Although the examples of Careem and Souq.com have shone a light on Dubai’s potential to become a global start-up centre, the city must also confront some of its shortcomings. Lyft and Uber had the distinct advantage of launching into the US market with a population of over 320m potential customers, a fraction of the emirate’s 2.8m. While a vibrant higher education centre is being encouraged, a deep-rooted, research-intensive university culture of the sort that might create spin-off technologies in bioscience, engineering or robotics has yet to be developed. A number of multinational companies may have opened offices in Dubai, but a greater challenge remains in encouraging these multinationals to relocate their R&D laboratories to the emirate.
However, the modest scale of the city, combined with its forward-looking ethos, does have the potential to draw businesses that might want to, for instance, pioneer the widespread use of autonomous vehicles assisted by detailed mapping data. “I believe that Dubai has huge potential to offer itself as a test bed for global technologies,” Mukund Menda, MENA director at Civil Maps, a Silicon Valley start-up that provides 3D mapping technology for autonomous vehicles, told OBG. Civil Maps is one of a portfolio of companies managed by Alrai Capital, a venture capital firm with offices in New York and Dubai.
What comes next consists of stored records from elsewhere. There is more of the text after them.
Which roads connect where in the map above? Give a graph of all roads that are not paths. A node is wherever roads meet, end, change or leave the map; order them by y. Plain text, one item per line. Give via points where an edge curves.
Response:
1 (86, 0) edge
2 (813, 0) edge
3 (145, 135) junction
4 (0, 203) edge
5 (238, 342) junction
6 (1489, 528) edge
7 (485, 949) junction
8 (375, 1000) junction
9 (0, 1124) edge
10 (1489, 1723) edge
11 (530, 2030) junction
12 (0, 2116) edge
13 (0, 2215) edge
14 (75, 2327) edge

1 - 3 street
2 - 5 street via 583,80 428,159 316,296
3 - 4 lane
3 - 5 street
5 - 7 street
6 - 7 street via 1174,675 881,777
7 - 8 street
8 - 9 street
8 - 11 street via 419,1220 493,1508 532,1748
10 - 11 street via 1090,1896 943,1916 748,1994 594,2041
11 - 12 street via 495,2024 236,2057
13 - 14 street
Dubai already has a strong record in the MENA region as a proving ground for new technologies, with its driverless metro trains being one striking example. The city has an international reputation for marketing and an allure that has attracted talented people from around the world to work in a variety of sectors. Dubai also has the benefit of dynamic, forward-looking leadership supportive of change and is set on using smart technology to cut through red tape.